Task item ::
Check the listing that follows and work out how many lines include "Đường". The reply is that number alone.

──────── Data for processing ────────

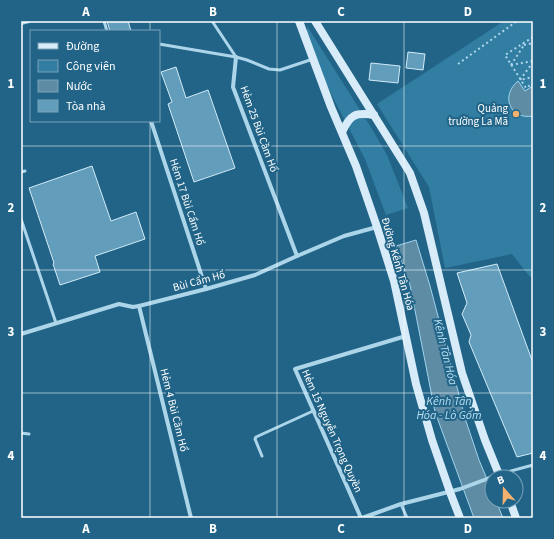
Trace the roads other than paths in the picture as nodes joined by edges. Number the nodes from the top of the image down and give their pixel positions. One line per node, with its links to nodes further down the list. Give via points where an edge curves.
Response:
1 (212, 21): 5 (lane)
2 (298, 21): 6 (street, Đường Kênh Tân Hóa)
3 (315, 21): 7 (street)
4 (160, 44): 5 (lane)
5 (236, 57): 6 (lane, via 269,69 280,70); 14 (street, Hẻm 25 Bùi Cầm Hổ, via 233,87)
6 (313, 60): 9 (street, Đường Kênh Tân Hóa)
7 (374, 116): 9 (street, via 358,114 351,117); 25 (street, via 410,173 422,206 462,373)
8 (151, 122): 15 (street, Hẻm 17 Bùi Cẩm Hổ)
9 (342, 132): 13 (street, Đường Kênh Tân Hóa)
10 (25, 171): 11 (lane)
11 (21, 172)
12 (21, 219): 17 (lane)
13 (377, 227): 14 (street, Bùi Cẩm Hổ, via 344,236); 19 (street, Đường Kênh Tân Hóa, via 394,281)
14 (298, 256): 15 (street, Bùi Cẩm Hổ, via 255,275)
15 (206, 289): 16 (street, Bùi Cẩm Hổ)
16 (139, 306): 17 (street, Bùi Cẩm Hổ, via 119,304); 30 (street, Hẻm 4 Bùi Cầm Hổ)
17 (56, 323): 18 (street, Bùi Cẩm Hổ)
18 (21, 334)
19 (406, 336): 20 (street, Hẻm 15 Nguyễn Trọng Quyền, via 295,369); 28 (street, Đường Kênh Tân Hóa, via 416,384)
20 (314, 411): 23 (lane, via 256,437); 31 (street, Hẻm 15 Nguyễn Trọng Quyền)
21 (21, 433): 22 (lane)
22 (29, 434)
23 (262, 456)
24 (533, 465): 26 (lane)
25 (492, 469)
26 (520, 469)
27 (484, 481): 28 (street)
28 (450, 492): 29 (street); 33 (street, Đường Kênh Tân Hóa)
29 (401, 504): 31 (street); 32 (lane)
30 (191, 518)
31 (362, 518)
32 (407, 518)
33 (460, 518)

────────

Answer space ::
6